#### WHAT IS EXPECTED
Out of the data below, copy every line with the string "Марчеканское".

#### PROVIDED RECORDS

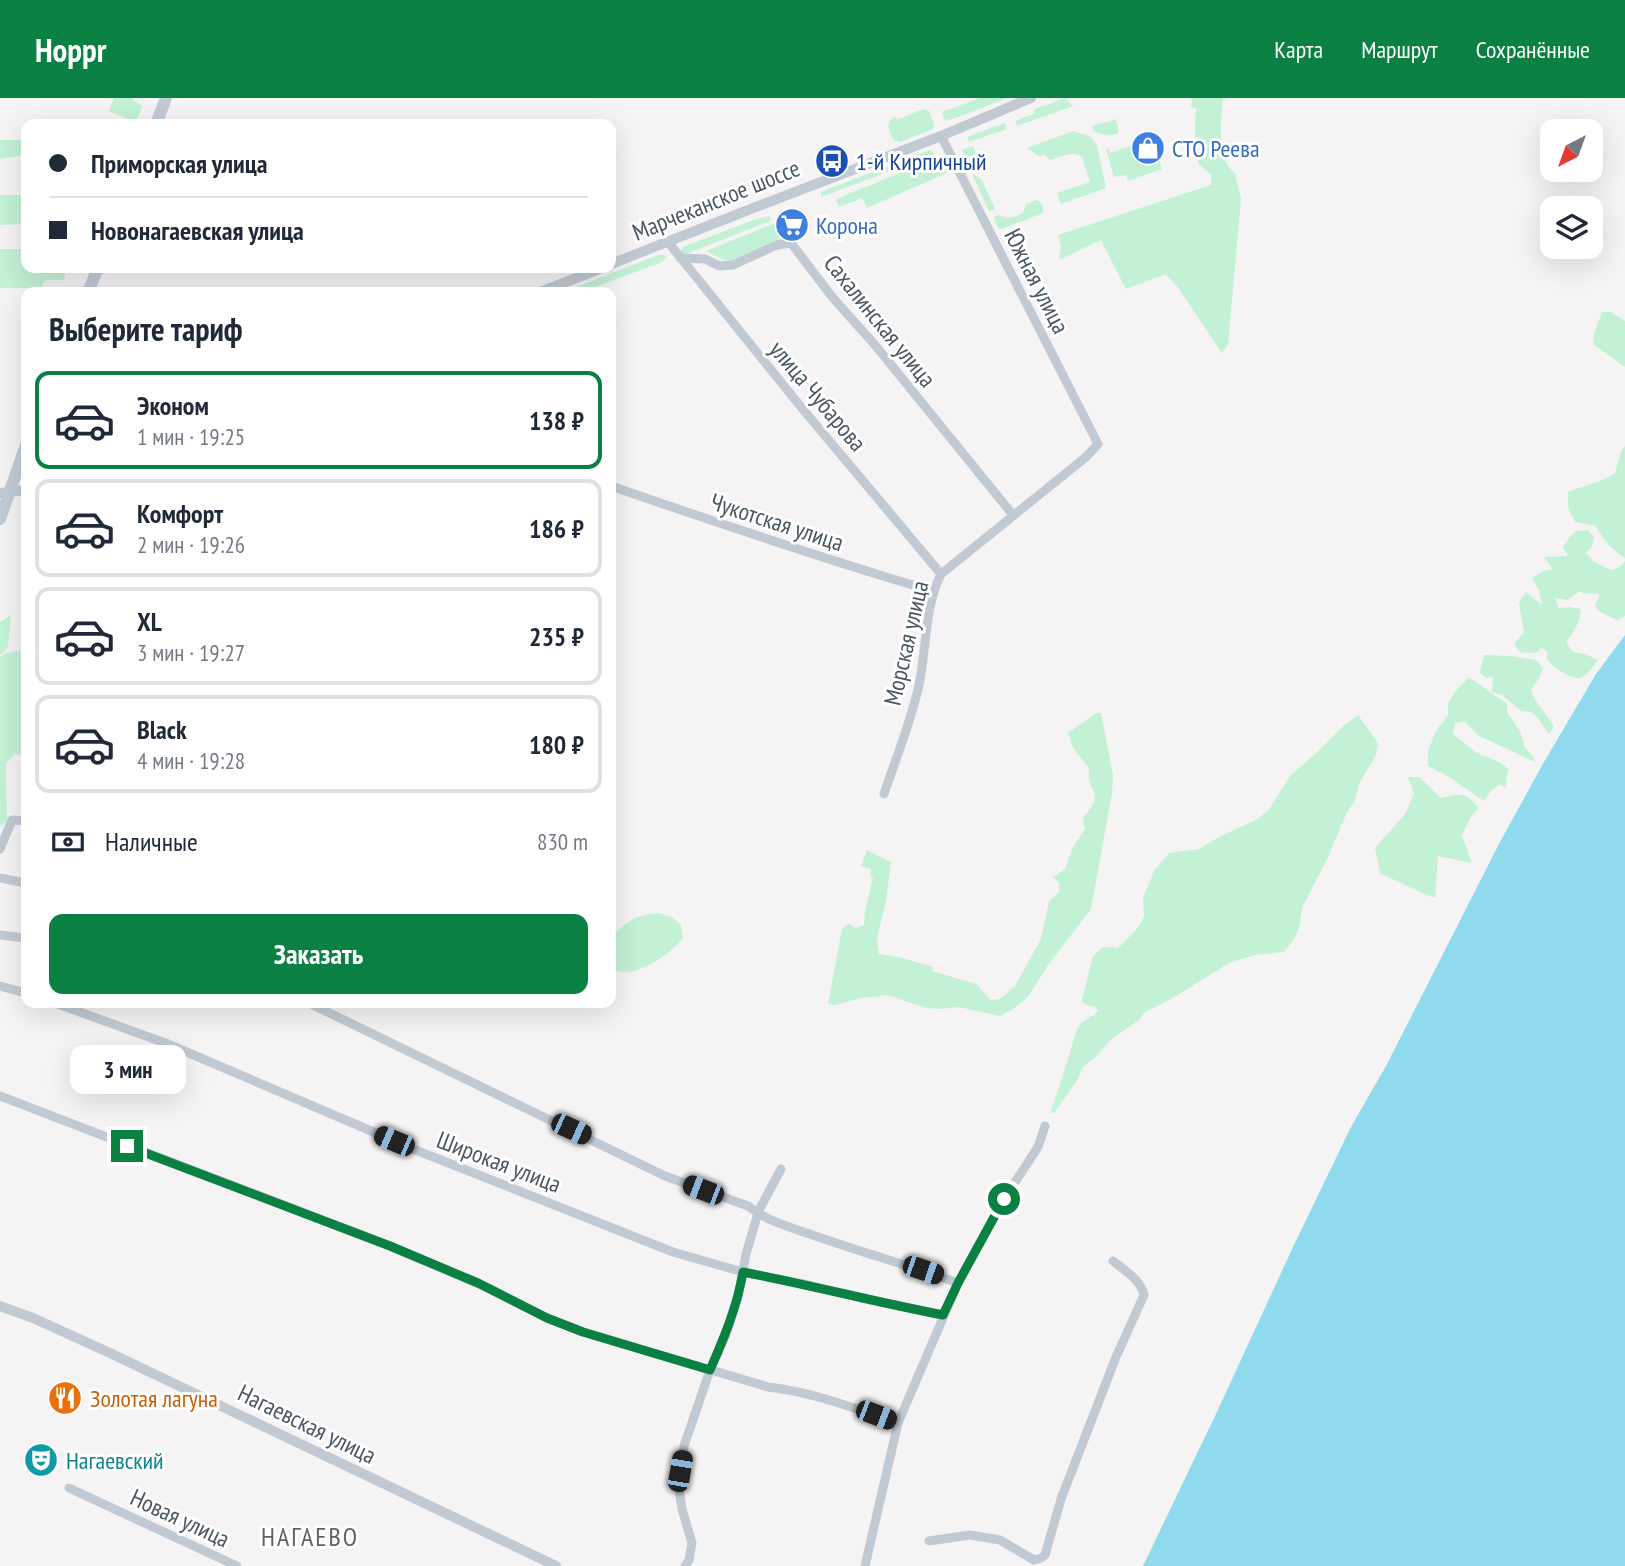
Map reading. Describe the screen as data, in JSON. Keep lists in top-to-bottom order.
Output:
{
  "streets": {
    "street": [
      "Марчеканское шоссе",
      "Южная улица",
      "Сахалинская улица",
      "улица Чубарова",
      "Чукотская улица",
      "Морская улица",
      "Широкая улица",
      "Нагаевская улица",
      "Новая улица"
    ]
  },
  "crossings": [
    ["Марчеканское шоссе", "Южная улица"],
    ["Марчеканское шоссе", "улица Чубарова"],
    ["Южная улица", "Морская улица"],
    ["Сахалинская улица", "улица Чубарова"],
    ["Сахалинская улица", "Морская улица"],
    ["улица Чубарова", "Морская улица"],
    ["Чукотская улица", "Морская улица"]
  ],
  "districts": ["НАГАЕВО"],
  "places": {
    "shop": ["СТО Реева"],
    "bus stop": ["1-й Кирпичный"],
    "supermarket": ["Корона"],
    "restaurant": ["Золотая лагуна"],
    "theatre": ["Нагаевский"]
  },
  "north": "bottom left",
  "page": {
    "header": "Hoppr",
    "nav": ["Карта", "Маршрут", "Сохранённые"],
    "banner": ["Приморская улица", "Новонагаевская улица"],
    "heading": "Выберите тариф",
    "list": [
      {
        "name": "Эконом",
        "note": "1 мин · 19:25",
        "value": "138 ₽"
      },
      {
        "name": "Комфорт",
        "note": "2 мин · 19:26",
        "value": "186 ₽"
      },
      {
        "name": "XL",
        "note": "3 мин · 19:27",
        "value": "235 ₽"
      },
      {
        "name": "Black",
        "note": "4 мин · 19:28",
        "value": "180 ₽"
      }
    ],
    "pay": ["Наличные", "830 m"],
    "buttons": "Заказать",
    "bubble": "3 мин"
  }
}
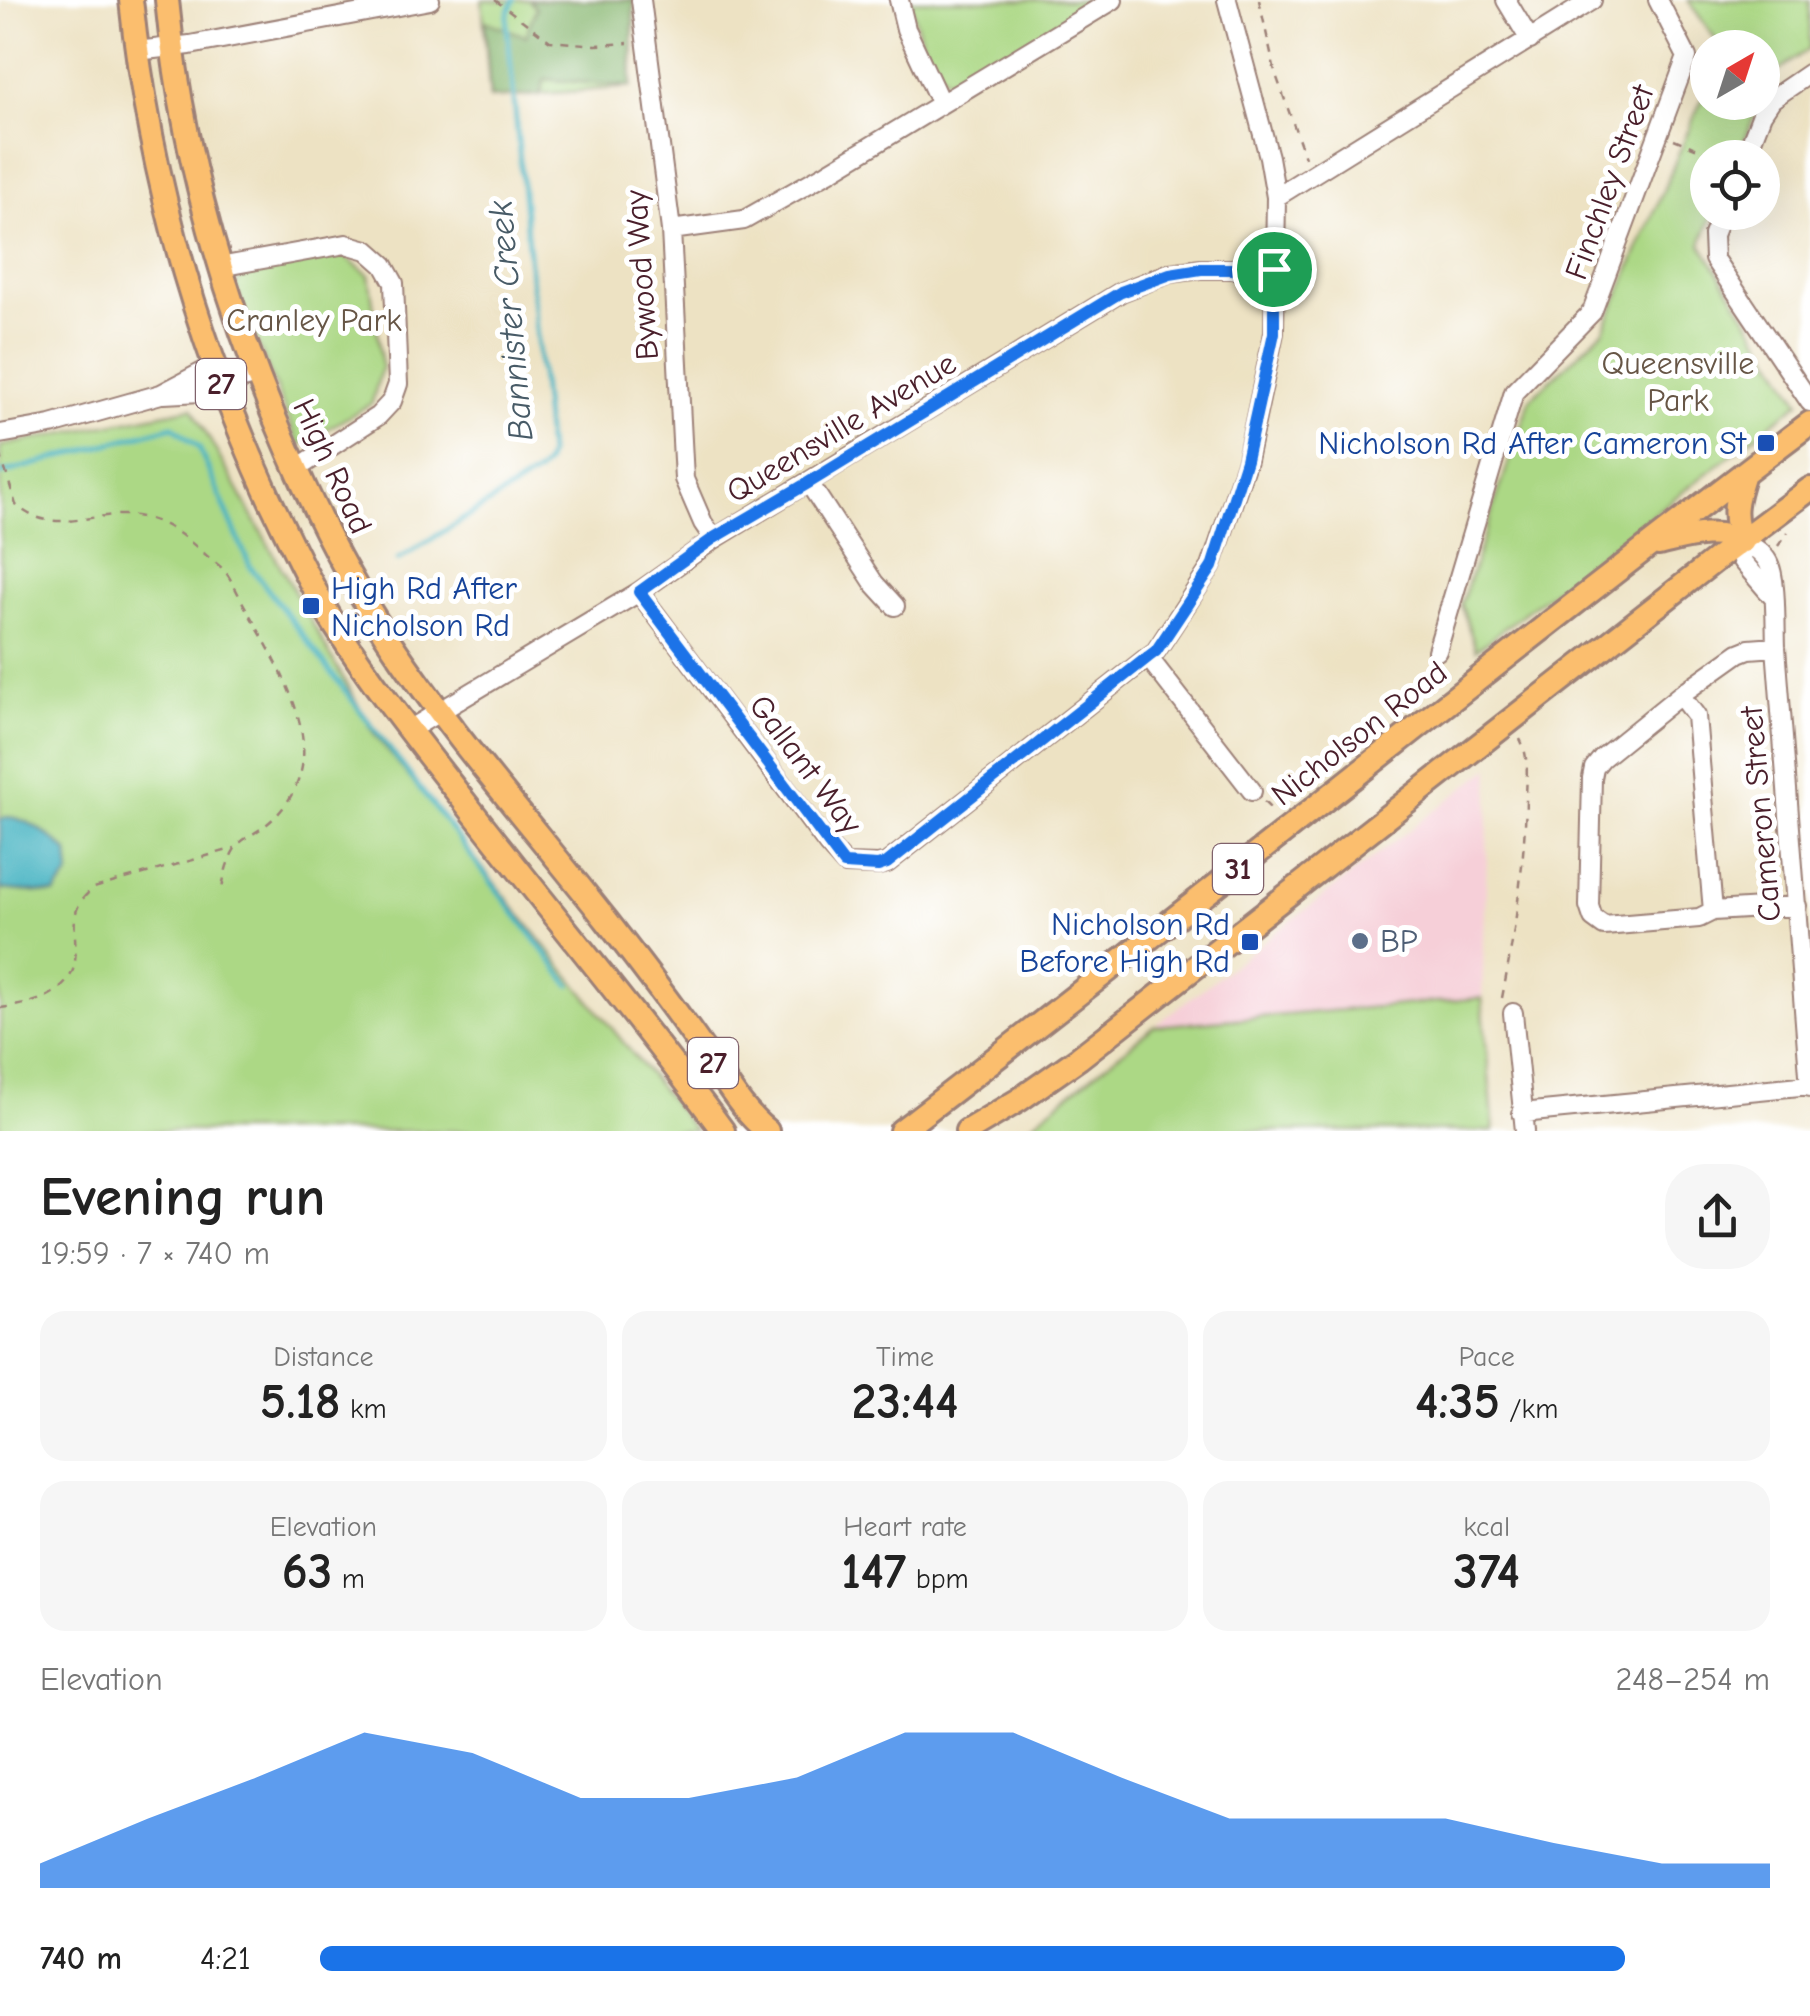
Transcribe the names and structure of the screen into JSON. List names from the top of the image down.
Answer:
{
  "streets": {
    "main road": [
      "27",
      "High Road",
      "Nicholson Road",
      "31"
    ],
    "street": [
      "Finchley Street",
      "Bywood Way",
      "Queensville Avenue",
      "Gallant Way",
      "Cameron Street"
    ]
  },
  "crossings": [
    ["Bywood Way", "Queensville Avenue"],
    ["27", "Queensville Avenue"],
    ["Queensville Avenue", "High Road"],
    ["Queensville Avenue", "Gallant Way"],
    ["Cameron Street", "31"]
  ],
  "water": ["Bannister Creek"],
  "parks": ["Cranley Park", "Queensville Park"],
  "places": {
    "transit": ["Nicholson Rd After Cameron St", "High Rd After Nicholson Rd", "Nicholson Rd Before High Rd"],
    "other": ["BP"]
  },
  "north": "top right",
  "page": {
    "heading": ["Evening run", "19:59 · 7 × 740 m"],
    "stats": [
      ["Distance", "5.18 km"],
      ["Time", "23:44"],
      ["Pace", "4:35 /km"],
      ["Elevation", "63 m"],
      ["Heart rate", "147 bpm"],
      ["kcal", "374"]
    ],
    "chart": ["Elevation", "248–254 m"],
    "list": [
      {
        "name": "740 m",
        "note": "4:21"
      }
    ]
  }
}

#### WRITTEN RESPONSE
      "Марчеканское шоссе",
    ["Марчеканское шоссе", "Южная улица"],
    ["Марчеканское шоссе", "улица Чубарова"],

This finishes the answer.